A regulatory framework for curbing corruption in Argentina exists, but enforcement is lacking (ICS 2015). Public sector corruption is addressed in the Criminal Code (in Spanish), which criminalizes attempted corruption, extortionactive and passive bribery, bribery of foreign officials, and money laundering. Facilitation payments and gifts are also prohibited. A public official who accepts money to refrain from acting in the exercise of his or her duties can be punished with up to 6 years in prison. Argentine law does not specifically criminalize private sector corruption, but individuals can be prosecuted for conduct that results in economic detriment such as fraud and embezzlement (Baker & McKenzie, 2015). 
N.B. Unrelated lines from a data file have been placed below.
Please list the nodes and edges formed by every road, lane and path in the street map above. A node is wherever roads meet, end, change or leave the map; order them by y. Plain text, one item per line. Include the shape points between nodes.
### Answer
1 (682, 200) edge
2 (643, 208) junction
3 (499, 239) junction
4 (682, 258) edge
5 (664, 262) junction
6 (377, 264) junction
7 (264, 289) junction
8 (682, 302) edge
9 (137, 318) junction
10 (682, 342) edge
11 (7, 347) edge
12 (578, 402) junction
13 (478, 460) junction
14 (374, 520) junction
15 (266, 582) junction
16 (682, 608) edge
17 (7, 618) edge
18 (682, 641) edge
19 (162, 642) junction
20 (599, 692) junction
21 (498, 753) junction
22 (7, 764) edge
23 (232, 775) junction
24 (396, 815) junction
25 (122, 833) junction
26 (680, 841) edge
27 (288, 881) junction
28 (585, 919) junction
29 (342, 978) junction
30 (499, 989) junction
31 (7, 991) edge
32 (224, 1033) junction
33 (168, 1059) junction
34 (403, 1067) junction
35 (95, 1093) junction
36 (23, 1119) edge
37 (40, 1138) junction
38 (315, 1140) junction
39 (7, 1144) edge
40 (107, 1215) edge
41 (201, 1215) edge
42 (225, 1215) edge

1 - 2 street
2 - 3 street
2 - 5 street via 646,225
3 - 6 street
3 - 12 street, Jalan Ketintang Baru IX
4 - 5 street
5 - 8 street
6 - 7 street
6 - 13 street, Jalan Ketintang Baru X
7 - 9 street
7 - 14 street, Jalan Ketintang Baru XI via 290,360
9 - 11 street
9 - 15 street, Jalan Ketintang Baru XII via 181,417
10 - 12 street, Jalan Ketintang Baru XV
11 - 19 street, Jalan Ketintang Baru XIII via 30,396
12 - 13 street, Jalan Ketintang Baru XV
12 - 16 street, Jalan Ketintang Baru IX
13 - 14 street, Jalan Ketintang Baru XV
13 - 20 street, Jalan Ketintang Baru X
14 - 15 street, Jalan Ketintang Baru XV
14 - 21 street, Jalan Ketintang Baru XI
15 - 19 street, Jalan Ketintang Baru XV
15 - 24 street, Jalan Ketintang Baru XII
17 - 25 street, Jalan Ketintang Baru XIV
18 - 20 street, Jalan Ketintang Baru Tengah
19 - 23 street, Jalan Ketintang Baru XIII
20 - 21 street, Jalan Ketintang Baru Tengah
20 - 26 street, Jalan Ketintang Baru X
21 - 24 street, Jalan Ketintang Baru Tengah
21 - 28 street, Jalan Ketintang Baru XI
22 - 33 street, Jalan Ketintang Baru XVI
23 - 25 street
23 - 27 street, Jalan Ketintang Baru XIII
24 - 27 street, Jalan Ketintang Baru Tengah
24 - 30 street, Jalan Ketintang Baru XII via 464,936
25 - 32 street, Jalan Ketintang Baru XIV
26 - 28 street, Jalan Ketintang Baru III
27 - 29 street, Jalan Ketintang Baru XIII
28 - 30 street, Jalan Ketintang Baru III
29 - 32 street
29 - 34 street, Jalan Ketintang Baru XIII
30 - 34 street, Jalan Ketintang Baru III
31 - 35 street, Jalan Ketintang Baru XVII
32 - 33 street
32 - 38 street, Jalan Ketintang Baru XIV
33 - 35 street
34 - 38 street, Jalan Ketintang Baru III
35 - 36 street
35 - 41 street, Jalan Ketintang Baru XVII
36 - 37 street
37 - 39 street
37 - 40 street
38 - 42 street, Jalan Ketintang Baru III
Although it has ratified the OECD Convention, Argentina is the subject of harsh criticism by the Working Group on Bribery for its failure to prosecute foreign bribery (OECD, Dec. 2014). The Convention's enforcement is very limited because Argentina's legal framework and enforcement systems are inadequate, especially with regard to the lack of dissuasive sanctions for legal persons (OECD, Dec. 2014). Argentina has ratified the Inter-American Convention Against Corruption (IACAC) and the United Nations Convention against Corruption (UNCAC).

Civil Society

Freedoms of speech and press are guaranteed by Argentina's Constitution, and the government generally respects these rights in practice (HRR 2014). A vast array of media outlets with different views are active, making it South America's most lively media landscape (BTI 2016). Nevertheless, journalists reporting on corruption have, on occasion, received threats (FotP 2015). The media is considered "partly free" (FotP 2015). Argentina lacks a federal law on access to information, which is problematic because the government can manipulate key economic and other statistics—a pattern the IMF has condemned (FotP 2015). In the absence of reliable official data, journalists commonly use independent estimates from private economists and consultants, which led the secretary of commerce to issue fines to journalists who published independent data for “defrauding commerce and industry” (FotP 2015). The rights to freedom of assembly and association are generally respected by the government (FitW 2015).